En marge de l'adoption de la loi Macron s'est joué un psychodrame. Dans la capitale, Anne Hidalgo a été dépossédée de tout pouvoir de décision sur le travail du dimanche. Les grands magasins ouvriront sans limites. La maire de Paris n'aura qu'à nettoyer les trottoirs.

On connaissait les réticences de la maire de Paris vis-à-vis des mesures sur le travail le dimanche contenues dans la loi Macron, qu’elle jugeait inutiles et inappropriées à la capitale. Mais Manuel Valls et Emmanuel Macron ont fait la sourde oreille…

Pire, ils lui ont infligé un véritable camouflet. Le texte initial prévoyait que, dans la capitale comme ailleurs, le maire devait donner un avis conforme. Mais au cours des débats, et devant les réticences d’Anne Hidalgo, relayées dans l’hémicycle par certains députés frondeurs, Manuel Valls et Emmanuel Macron ont fini par se dire que donner à la maire de Paris un droit de veto sur l’ouverture le dimanche risquait de fâcher certains amis propriétaires de grands magasins dans la capitale.

Donner à la maire de Paris un droit de veto sur l’ouverture le dimanche risquait de fâcher certains amis propriétaires de grands magasins dans la capitale.

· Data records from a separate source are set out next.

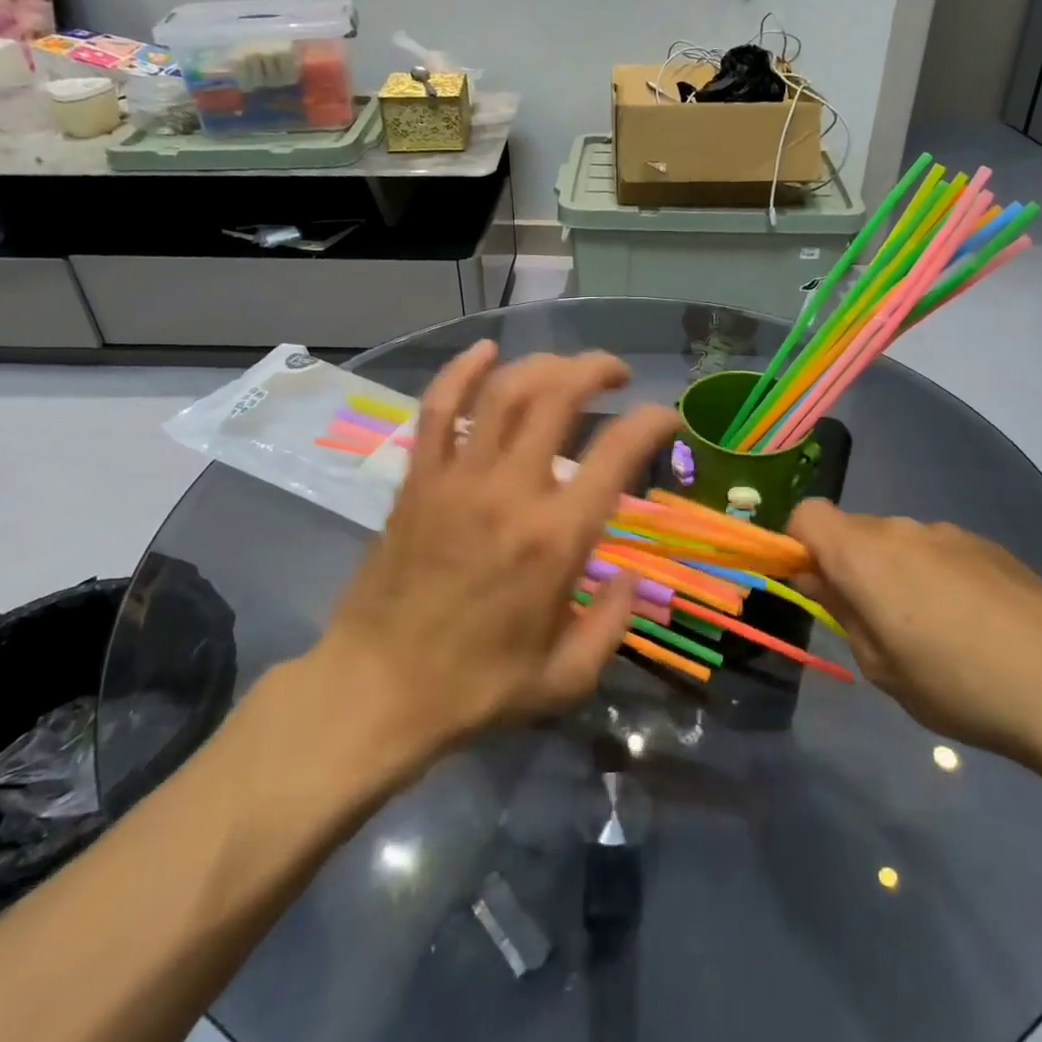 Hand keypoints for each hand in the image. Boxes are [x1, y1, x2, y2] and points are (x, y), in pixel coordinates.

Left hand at [314, 343, 682, 764]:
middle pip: (557, 397)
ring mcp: (457, 479)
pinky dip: (461, 372)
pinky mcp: (418, 479)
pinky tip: (485, 352)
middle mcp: (510, 492)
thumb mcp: (566, 679)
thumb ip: (612, 623)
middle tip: (616, 374)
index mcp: (555, 539)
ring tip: (566, 366)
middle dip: (595, 370)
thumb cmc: (475, 689)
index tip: (666, 418)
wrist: (375, 690)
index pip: (616, 452)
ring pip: (503, 392)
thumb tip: (630, 576)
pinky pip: (439, 409)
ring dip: (542, 364)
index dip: (652, 421)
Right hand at [787, 500, 1041, 760]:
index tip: (815, 587)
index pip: (808, 515)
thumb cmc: (957, 683)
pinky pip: (940, 550)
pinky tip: (973, 624)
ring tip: (932, 630)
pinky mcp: (990, 546)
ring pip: (898, 541)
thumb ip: (843, 613)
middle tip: (874, 621)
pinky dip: (936, 575)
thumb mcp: (881, 667)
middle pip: (854, 530)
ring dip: (895, 572)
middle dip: (849, 565)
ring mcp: (950, 533)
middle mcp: (902, 529)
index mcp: (864, 553)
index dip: (798, 545)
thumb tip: (820, 581)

Ils ont donc inventé des « zones touristiques internationales » (ZTI), où le travail du dimanche (mais aussi en soirée jusqu’à minuit) sera autorisé toute l’année et également en soirée. À Paris, ces ZTI couvriront les Champs Elysées, le quartier des Grands Magasins, et peut-être les Halles ; on devrait également en trouver à Nice et Cannes. Et dans ces zones donc, le maire n'aura pas d'avis à donner, il est dépossédé du droit de dire son mot. En revanche, il aura le droit de prévoir (et de payer) le nettoyage de voirie et tous les services urbains qui doivent accompagner ce genre d'ouverture.

Le pire pour Anne Hidalgo, c’est qu’on a attendu qu’elle ait donné son accord à l’organisation des Jeux Olympiques à Paris, idée à laquelle elle était réticente, avant de lui infliger cette avanie. Pas étonnant qu’elle ait qualifié la mesure de « recul démocratique ».